[Information supplied Boundary: Start]
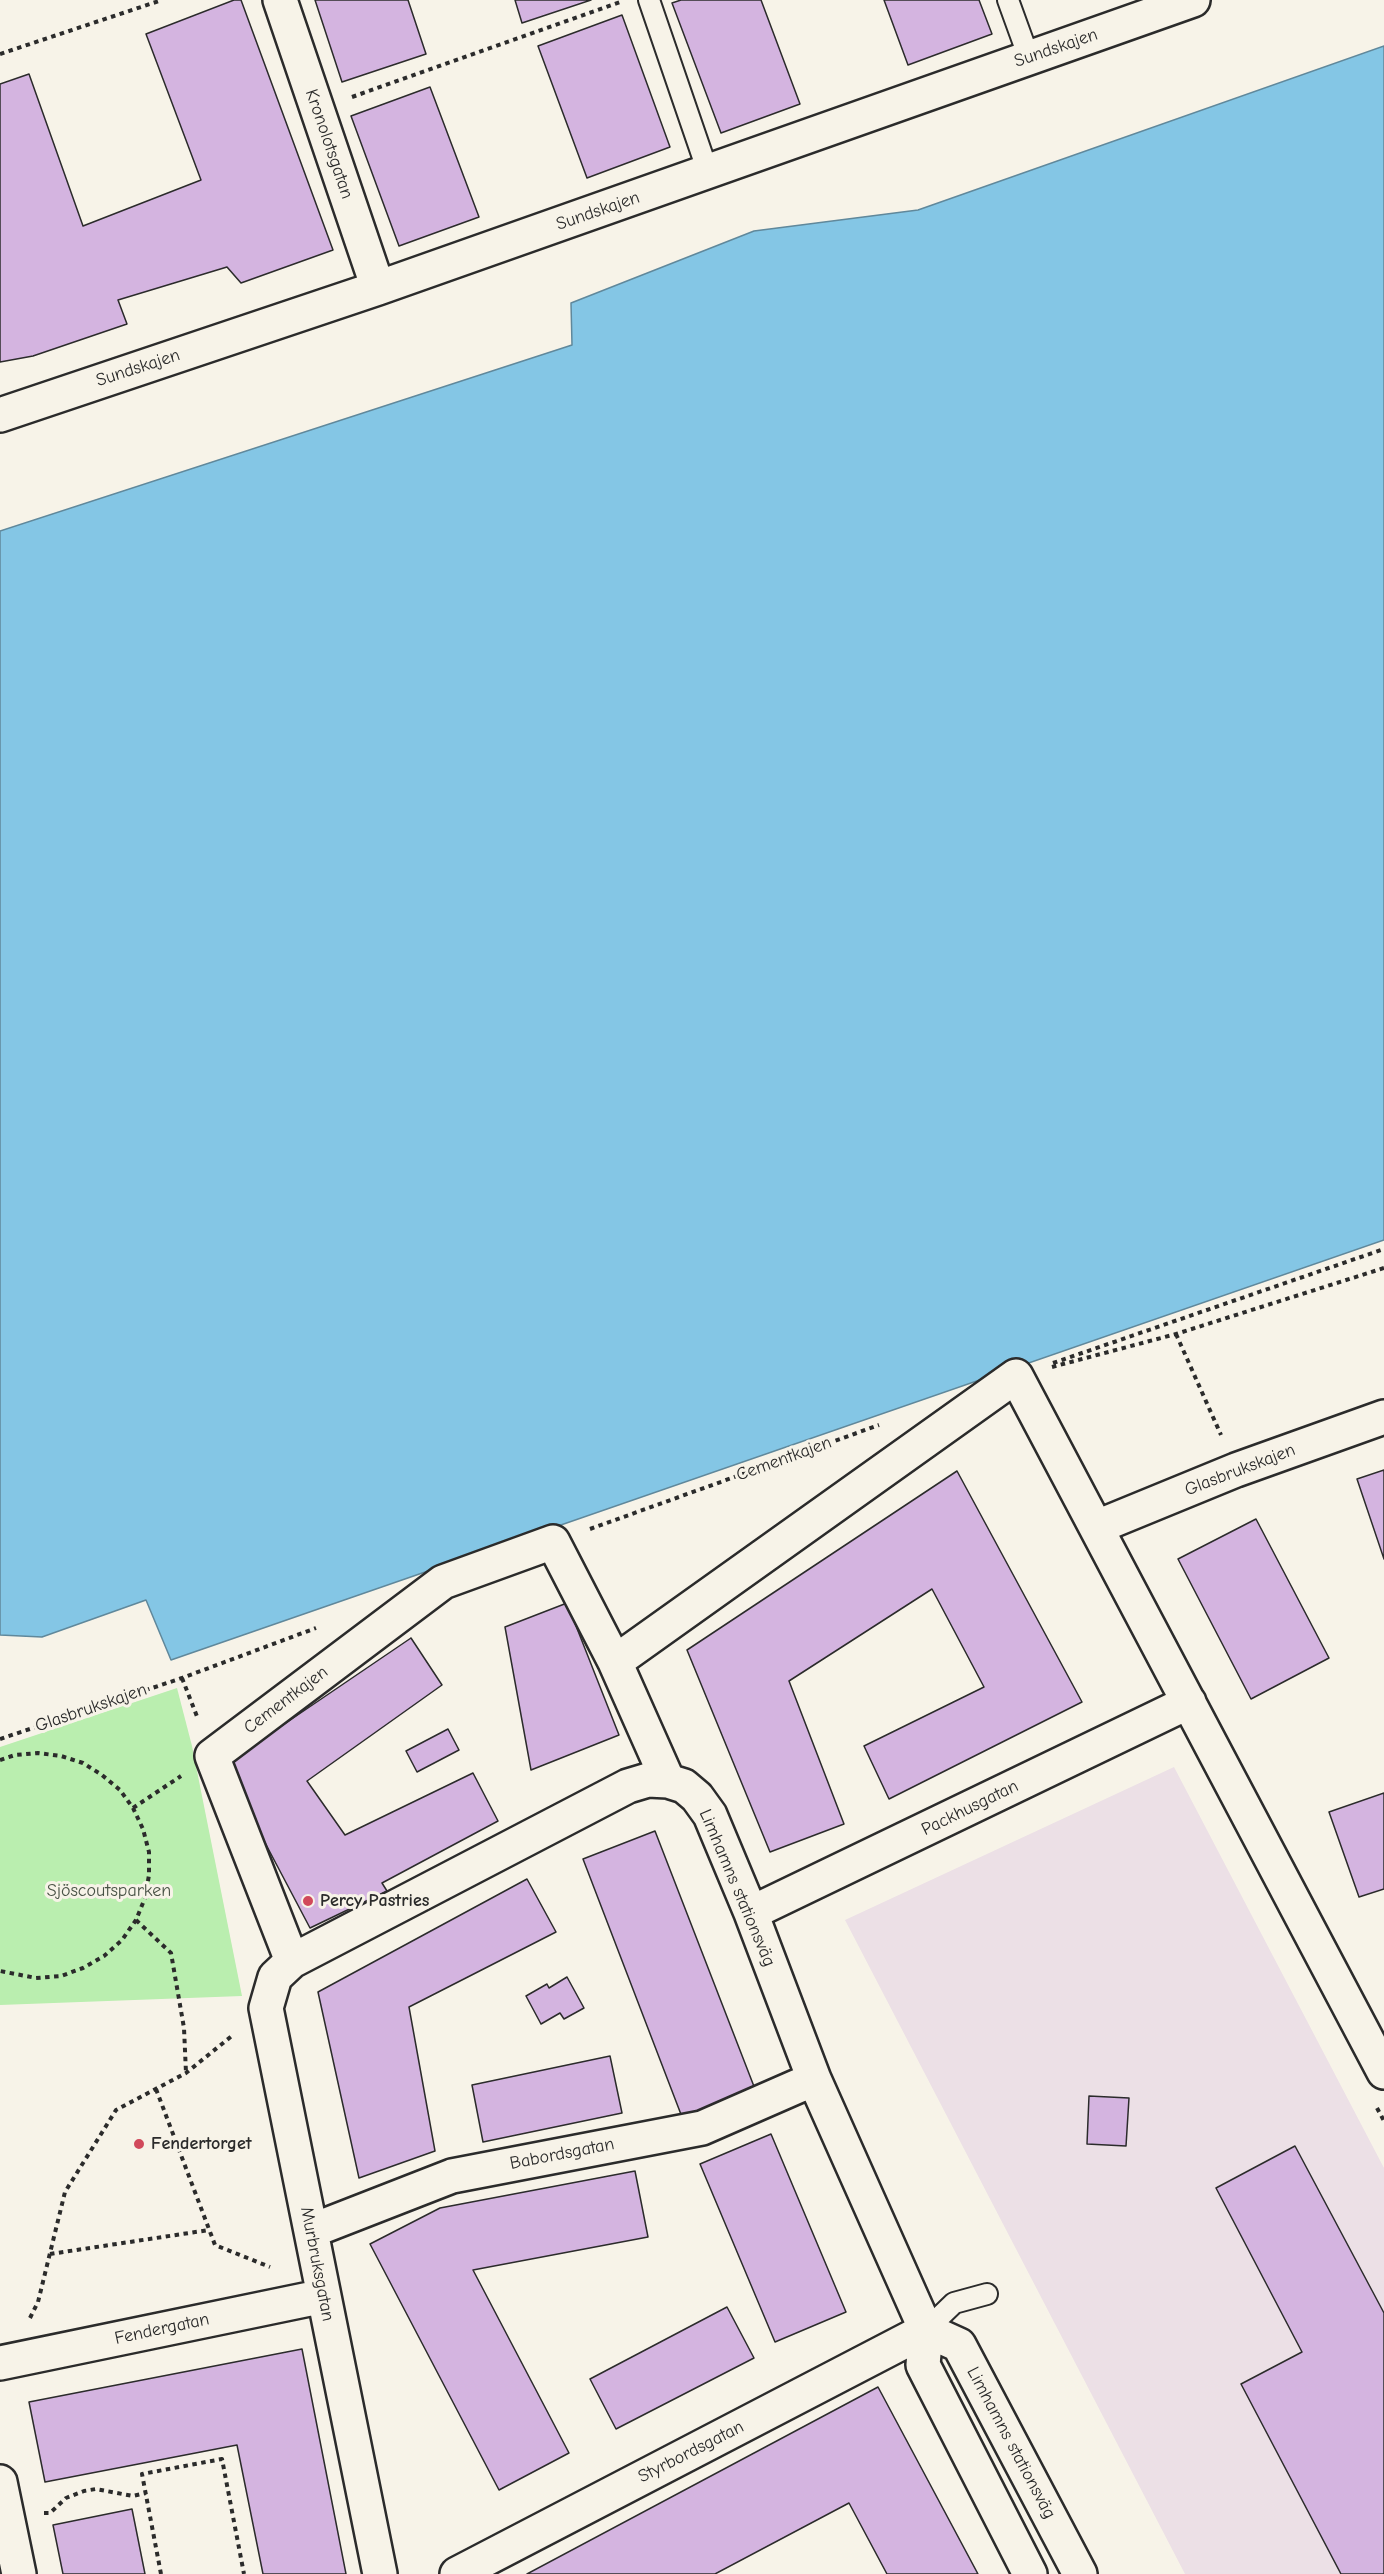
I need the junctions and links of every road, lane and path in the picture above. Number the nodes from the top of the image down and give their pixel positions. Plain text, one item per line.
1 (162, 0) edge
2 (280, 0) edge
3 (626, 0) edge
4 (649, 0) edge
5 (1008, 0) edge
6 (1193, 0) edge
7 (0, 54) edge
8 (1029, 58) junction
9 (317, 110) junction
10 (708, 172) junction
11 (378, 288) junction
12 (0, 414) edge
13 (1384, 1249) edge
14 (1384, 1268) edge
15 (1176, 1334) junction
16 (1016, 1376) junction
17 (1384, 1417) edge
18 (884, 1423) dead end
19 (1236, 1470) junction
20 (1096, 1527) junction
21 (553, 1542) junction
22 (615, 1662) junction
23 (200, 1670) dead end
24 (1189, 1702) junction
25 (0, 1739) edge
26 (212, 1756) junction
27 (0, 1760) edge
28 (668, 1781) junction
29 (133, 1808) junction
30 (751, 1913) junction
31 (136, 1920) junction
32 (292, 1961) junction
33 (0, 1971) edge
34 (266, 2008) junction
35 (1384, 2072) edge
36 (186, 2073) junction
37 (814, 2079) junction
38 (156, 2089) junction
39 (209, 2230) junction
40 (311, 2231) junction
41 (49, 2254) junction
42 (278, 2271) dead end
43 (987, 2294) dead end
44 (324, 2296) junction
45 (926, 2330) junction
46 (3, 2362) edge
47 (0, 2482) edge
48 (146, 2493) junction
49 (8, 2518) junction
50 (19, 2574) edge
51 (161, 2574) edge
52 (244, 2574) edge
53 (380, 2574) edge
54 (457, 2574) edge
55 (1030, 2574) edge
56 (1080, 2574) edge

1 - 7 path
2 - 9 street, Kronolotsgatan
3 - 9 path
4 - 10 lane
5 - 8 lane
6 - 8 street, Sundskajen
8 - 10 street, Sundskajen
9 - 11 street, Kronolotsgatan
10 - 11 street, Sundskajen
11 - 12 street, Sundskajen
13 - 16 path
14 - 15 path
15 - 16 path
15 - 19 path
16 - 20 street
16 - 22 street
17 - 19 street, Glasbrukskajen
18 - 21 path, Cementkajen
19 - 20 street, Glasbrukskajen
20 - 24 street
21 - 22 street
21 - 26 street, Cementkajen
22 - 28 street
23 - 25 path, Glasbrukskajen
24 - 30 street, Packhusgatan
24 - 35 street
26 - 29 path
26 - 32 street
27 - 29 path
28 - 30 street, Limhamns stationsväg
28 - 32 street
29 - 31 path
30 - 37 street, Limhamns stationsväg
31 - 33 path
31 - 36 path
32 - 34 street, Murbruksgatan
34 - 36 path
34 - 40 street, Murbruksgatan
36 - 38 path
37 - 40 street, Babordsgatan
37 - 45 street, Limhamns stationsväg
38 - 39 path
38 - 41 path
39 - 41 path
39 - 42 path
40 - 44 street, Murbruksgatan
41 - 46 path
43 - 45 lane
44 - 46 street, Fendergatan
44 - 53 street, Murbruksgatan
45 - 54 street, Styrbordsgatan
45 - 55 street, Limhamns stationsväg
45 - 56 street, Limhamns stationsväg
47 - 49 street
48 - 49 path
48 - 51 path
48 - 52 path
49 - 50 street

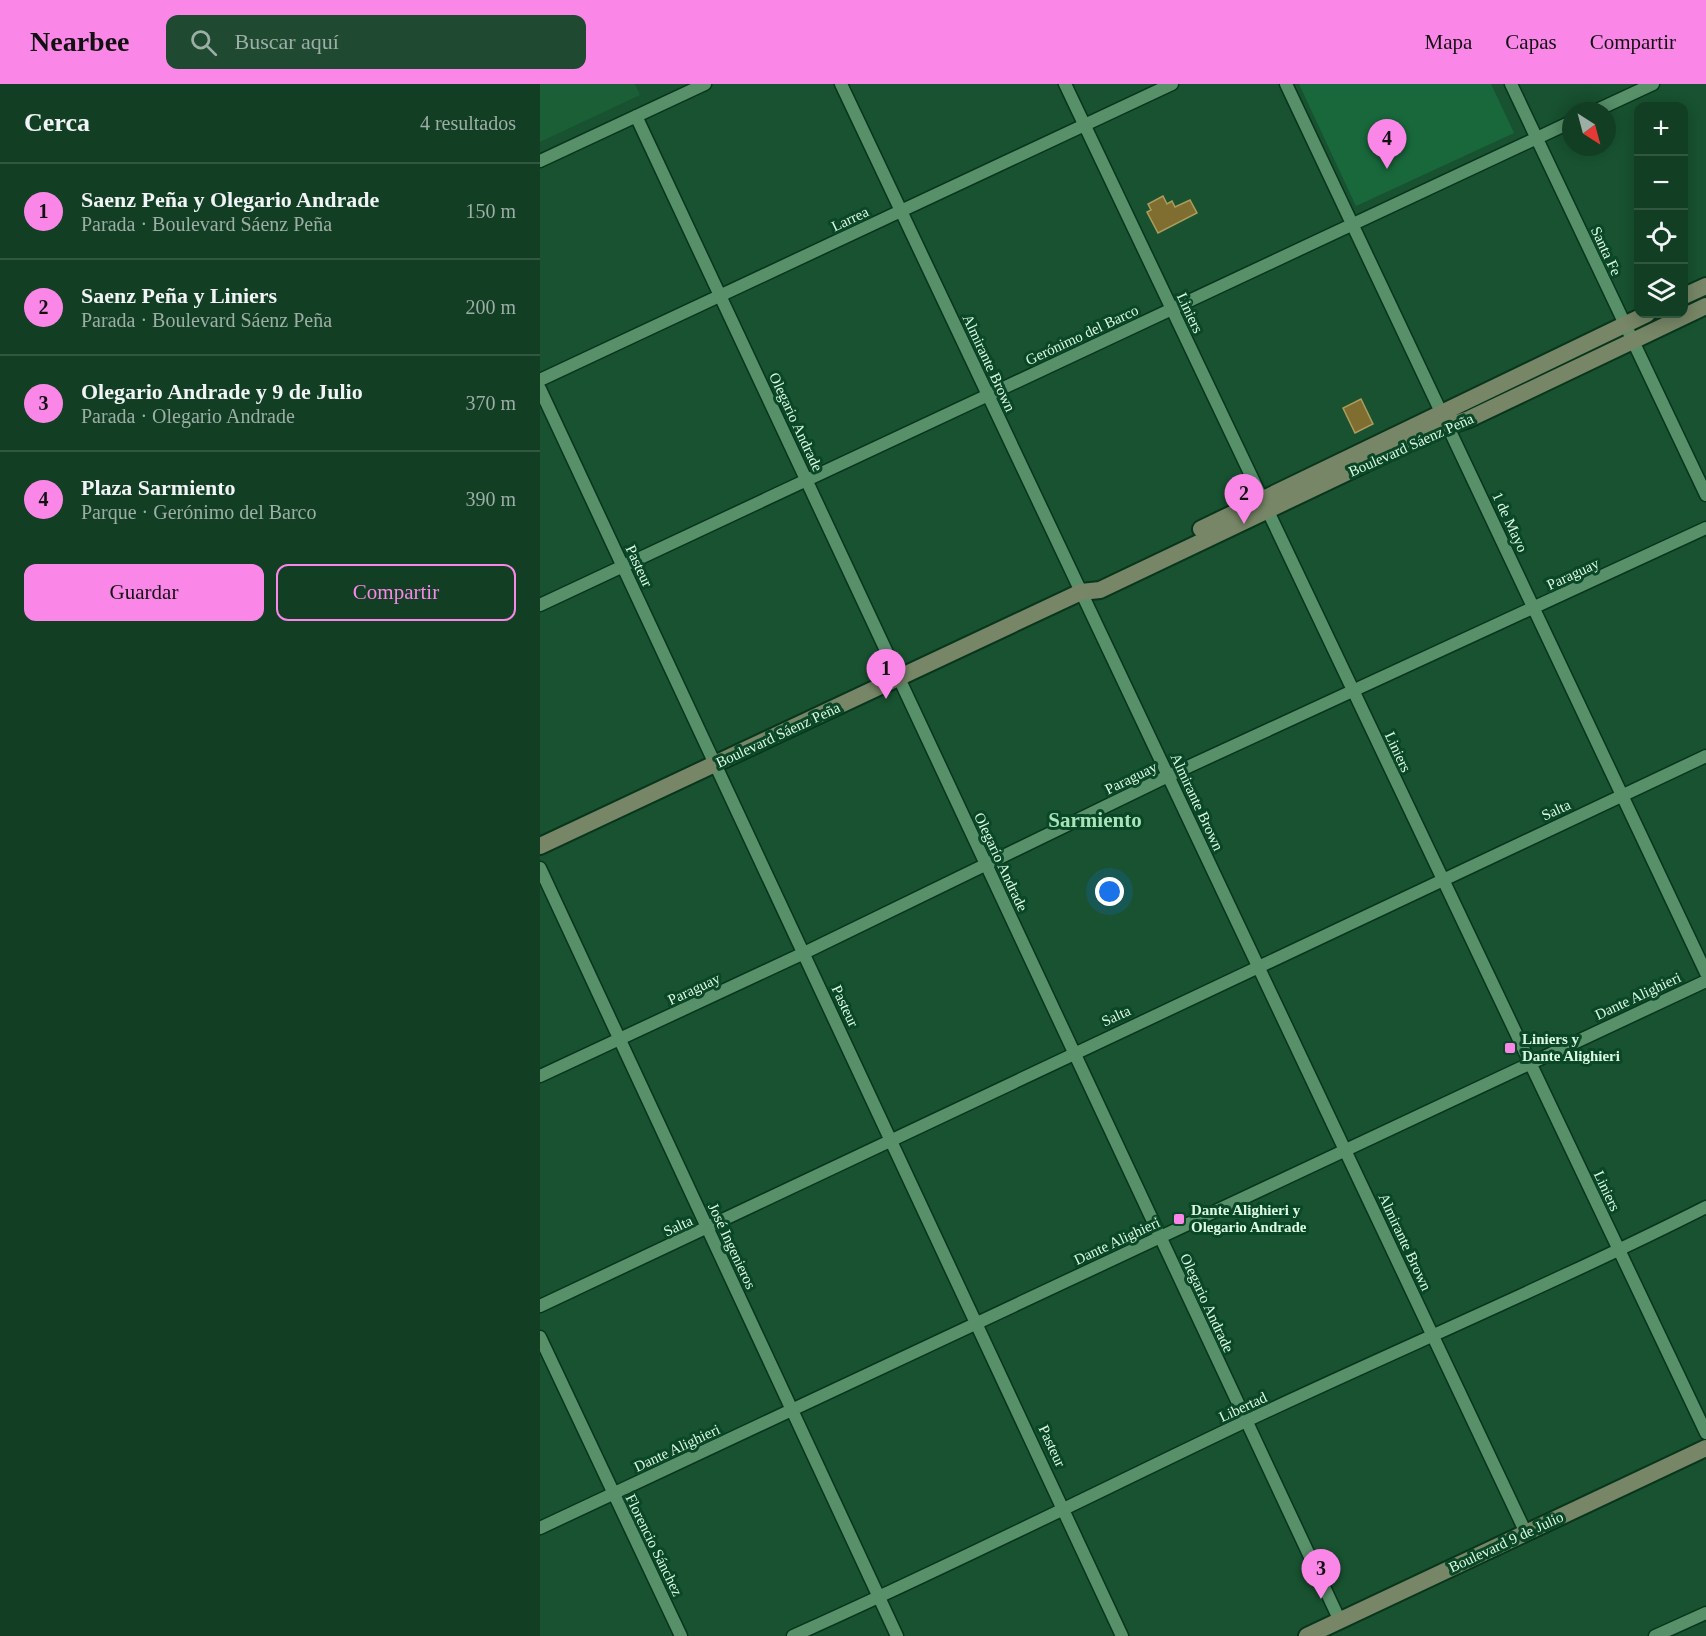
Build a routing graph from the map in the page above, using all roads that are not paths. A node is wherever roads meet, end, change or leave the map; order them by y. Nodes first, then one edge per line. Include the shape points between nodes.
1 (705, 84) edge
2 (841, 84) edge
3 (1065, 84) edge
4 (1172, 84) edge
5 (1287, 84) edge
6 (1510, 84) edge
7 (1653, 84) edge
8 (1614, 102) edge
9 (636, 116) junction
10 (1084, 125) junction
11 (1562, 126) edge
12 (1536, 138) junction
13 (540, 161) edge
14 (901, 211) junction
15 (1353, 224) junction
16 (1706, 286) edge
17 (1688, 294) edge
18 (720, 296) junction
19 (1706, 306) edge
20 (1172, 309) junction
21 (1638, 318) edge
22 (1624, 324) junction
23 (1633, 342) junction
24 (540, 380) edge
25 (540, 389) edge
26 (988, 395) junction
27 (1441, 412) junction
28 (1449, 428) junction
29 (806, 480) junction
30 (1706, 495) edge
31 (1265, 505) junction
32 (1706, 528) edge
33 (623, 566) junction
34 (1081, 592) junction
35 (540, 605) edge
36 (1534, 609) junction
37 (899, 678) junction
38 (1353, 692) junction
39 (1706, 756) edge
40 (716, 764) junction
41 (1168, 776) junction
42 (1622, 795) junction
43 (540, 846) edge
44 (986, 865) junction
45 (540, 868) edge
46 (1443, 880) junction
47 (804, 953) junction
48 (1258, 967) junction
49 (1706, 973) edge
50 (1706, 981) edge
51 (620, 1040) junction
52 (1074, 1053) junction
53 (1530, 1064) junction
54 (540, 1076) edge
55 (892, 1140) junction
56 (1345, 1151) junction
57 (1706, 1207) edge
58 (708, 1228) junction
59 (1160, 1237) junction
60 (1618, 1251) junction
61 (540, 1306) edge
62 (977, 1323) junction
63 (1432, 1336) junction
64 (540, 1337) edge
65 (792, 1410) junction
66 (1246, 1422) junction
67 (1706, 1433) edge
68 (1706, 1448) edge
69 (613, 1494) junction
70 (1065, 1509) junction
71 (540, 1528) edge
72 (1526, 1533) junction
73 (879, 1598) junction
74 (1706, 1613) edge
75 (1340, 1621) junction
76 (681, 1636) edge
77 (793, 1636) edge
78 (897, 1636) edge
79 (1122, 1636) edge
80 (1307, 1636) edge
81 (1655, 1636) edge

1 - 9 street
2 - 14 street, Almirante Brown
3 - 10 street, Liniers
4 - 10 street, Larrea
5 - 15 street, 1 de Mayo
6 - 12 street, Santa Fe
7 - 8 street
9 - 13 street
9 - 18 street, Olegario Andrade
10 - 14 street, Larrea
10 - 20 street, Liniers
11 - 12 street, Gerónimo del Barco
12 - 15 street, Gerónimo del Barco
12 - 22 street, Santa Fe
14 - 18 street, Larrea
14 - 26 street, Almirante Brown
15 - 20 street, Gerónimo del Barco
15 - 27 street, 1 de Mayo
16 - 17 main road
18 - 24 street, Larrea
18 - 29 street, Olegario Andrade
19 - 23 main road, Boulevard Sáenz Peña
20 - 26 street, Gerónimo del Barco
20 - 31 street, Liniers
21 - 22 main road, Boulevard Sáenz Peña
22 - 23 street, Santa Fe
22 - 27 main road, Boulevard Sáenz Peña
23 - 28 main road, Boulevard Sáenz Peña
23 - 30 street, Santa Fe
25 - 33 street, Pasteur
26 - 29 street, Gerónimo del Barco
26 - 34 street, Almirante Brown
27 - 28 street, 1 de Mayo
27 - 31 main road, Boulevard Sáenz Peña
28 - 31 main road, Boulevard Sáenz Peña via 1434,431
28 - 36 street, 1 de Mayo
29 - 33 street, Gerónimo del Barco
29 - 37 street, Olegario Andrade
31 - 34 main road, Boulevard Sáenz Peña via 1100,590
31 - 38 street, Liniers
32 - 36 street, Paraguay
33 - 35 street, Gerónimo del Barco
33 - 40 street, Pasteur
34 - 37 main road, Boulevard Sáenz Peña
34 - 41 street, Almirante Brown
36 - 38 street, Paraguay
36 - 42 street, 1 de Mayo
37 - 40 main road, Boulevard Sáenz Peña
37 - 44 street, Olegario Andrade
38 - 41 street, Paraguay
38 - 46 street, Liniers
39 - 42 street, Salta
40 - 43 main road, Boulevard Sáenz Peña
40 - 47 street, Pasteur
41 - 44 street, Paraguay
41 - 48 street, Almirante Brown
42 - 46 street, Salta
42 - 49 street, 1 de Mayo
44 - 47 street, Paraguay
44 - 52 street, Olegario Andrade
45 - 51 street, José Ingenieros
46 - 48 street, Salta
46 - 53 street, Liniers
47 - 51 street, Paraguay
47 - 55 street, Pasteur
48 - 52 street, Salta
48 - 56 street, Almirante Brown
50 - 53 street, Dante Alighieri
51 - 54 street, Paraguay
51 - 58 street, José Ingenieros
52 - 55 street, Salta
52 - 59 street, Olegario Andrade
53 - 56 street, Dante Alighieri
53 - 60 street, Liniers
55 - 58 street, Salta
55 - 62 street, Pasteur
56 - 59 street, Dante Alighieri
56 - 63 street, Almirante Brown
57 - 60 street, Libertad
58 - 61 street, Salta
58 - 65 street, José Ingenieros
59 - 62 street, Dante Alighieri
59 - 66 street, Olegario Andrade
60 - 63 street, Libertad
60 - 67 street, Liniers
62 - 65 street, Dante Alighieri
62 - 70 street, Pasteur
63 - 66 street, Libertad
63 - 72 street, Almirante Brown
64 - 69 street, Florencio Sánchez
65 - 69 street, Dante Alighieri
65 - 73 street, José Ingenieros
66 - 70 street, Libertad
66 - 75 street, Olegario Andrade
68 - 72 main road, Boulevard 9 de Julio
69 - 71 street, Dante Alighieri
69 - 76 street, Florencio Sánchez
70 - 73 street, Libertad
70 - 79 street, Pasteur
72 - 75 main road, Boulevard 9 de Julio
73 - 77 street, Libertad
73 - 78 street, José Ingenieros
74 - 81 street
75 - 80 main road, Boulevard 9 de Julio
[Information supplied Boundary: End]
Your answer should be every line from the material above in which the word "Kronolotsgatan" appears.

> [Answer area]
2 - 9 street, Kronolotsgatan
9 - 11 street, Kronolotsgatan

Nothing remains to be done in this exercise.